**TASK STATEMENT**. For this exercise, please find the lines in the entries that include the word "roads" and copy them.

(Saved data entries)
# # # # # # #
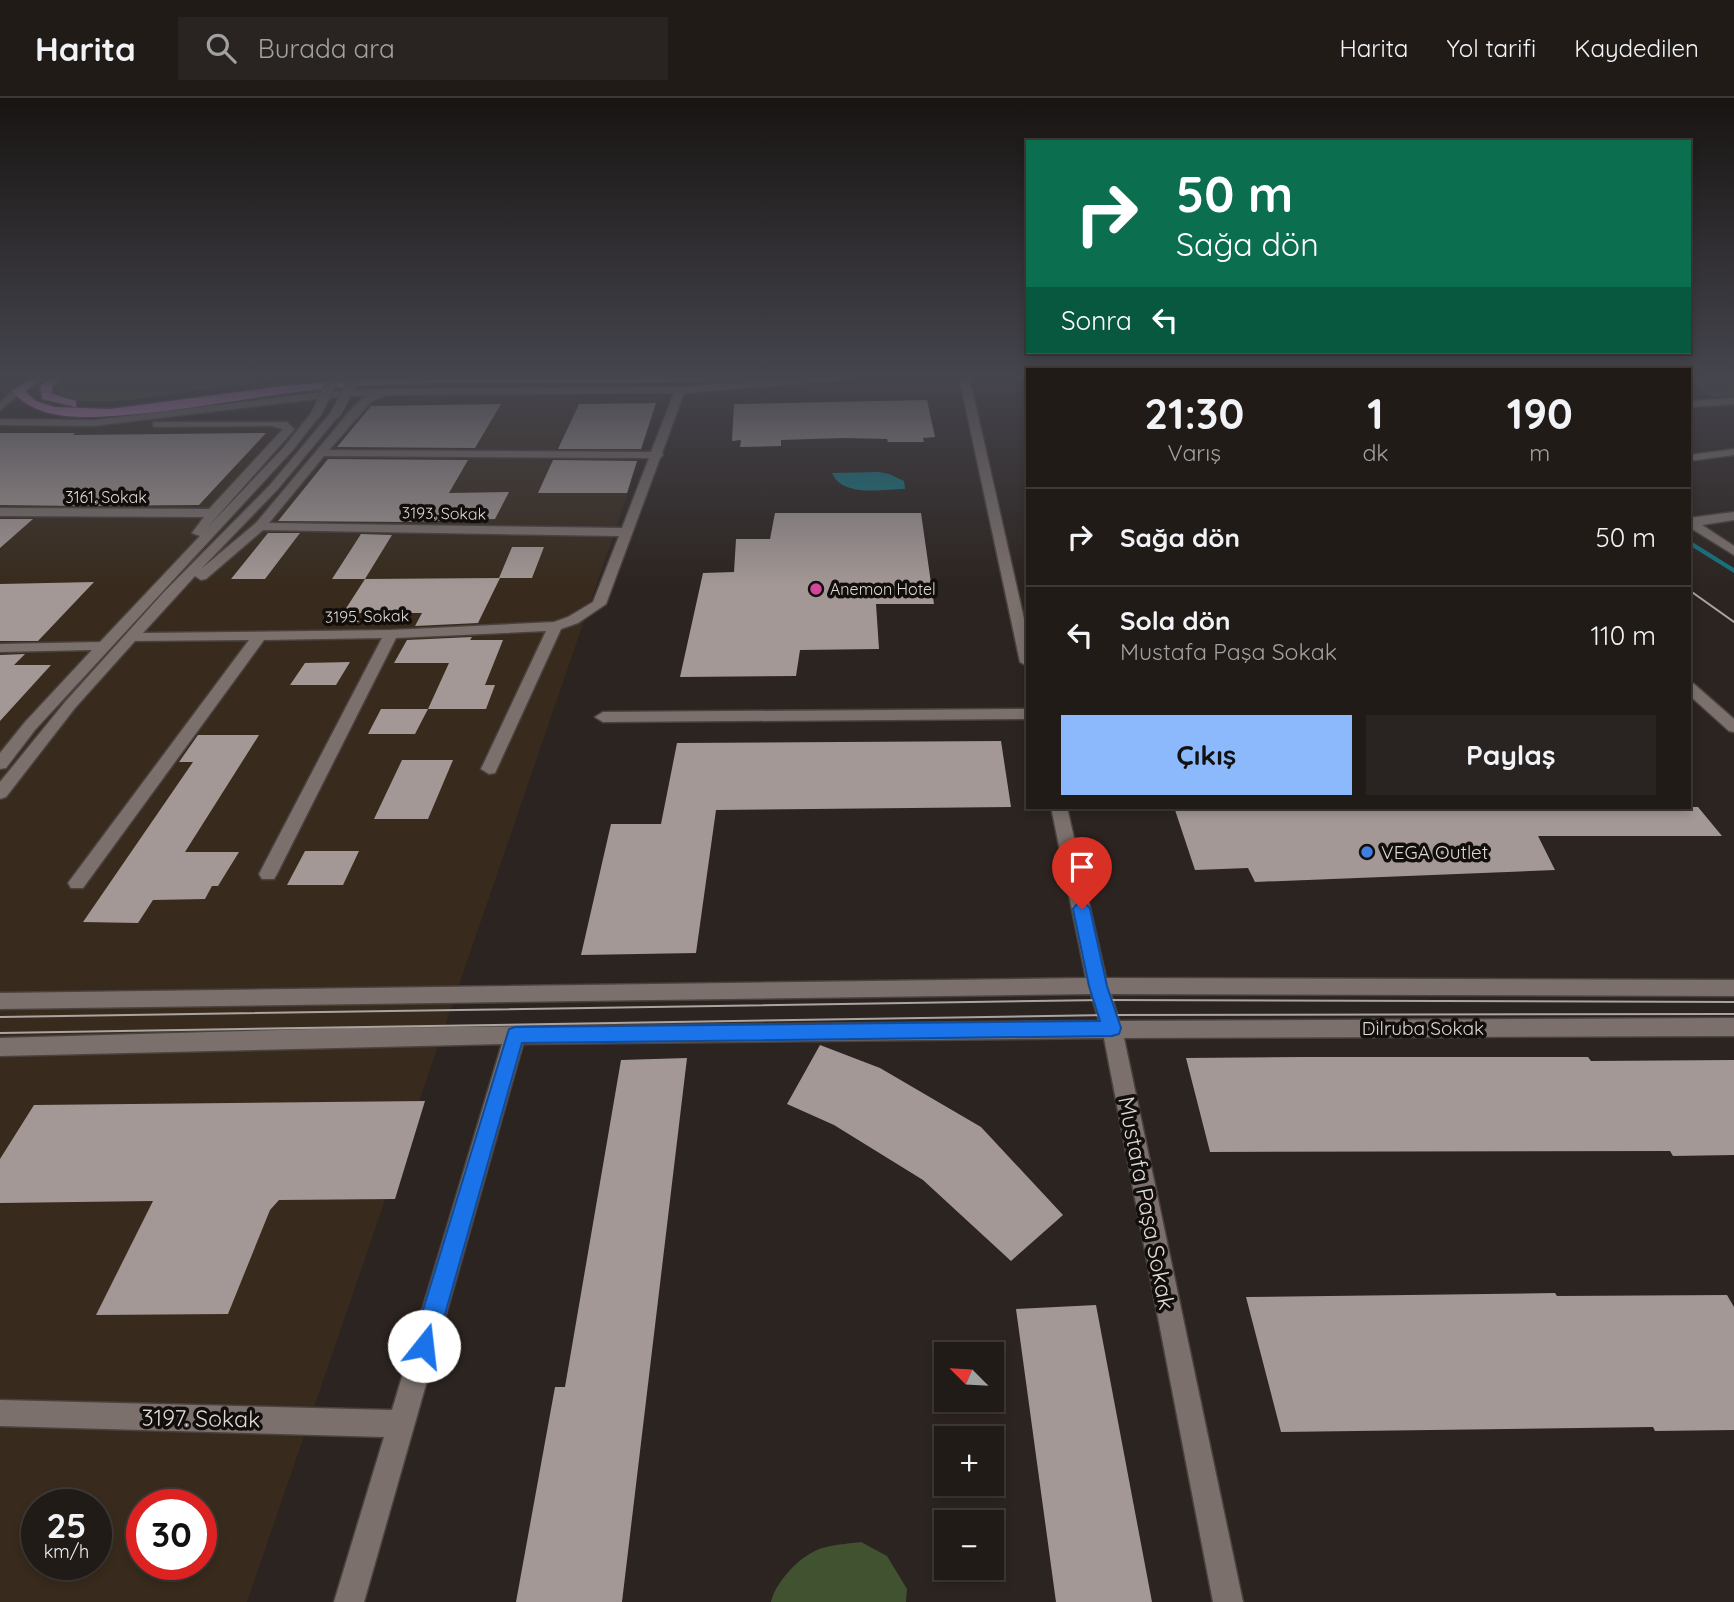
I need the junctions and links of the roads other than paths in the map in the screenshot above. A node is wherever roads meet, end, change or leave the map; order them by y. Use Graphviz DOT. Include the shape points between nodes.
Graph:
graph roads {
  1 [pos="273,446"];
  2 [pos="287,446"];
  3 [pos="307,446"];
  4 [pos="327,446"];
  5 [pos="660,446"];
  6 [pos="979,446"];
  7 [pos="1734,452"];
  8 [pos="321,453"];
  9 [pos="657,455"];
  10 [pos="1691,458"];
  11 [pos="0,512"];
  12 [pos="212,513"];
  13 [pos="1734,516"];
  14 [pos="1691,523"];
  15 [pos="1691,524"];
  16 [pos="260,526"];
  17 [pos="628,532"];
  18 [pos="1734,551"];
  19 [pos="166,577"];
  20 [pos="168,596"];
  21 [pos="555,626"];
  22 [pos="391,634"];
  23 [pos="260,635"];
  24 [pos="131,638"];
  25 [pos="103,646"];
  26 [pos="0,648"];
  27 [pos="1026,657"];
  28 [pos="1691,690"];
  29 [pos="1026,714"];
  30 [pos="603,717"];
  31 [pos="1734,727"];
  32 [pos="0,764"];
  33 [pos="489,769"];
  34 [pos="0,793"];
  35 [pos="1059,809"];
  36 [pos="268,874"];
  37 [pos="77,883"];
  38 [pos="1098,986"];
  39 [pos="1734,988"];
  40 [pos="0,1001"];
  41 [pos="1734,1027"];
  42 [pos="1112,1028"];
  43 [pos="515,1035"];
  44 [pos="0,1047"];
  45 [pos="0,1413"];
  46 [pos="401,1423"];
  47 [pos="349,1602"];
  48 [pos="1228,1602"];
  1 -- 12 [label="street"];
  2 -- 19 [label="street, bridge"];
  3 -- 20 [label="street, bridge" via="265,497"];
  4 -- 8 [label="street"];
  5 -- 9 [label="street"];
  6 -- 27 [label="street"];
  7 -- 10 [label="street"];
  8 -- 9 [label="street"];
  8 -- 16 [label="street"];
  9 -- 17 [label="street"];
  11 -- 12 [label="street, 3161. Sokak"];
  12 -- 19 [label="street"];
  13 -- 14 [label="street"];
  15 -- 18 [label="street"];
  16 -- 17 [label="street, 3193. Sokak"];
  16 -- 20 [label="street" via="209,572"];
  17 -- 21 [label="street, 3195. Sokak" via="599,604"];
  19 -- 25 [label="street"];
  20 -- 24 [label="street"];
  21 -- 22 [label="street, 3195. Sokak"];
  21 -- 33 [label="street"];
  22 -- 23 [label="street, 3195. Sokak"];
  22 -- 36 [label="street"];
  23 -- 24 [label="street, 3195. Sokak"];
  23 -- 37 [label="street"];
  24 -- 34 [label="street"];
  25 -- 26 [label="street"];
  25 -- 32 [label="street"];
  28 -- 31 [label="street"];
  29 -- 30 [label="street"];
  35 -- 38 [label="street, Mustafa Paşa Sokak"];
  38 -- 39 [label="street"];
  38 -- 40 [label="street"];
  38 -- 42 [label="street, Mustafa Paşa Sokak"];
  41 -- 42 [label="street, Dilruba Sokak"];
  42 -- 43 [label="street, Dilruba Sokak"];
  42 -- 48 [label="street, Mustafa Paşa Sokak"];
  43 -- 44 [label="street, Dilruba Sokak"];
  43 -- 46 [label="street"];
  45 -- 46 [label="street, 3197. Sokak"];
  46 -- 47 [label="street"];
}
# # # # # # #
**RESPONSE TO THIS TASK**.
I need the junctions and links of the roads other than paths in the map in the screenshot above. A node is wherever roads meet, end, change or leave the map; order them by y. Use Graphviz DOT. Include the shape points between nodes.
graph roads {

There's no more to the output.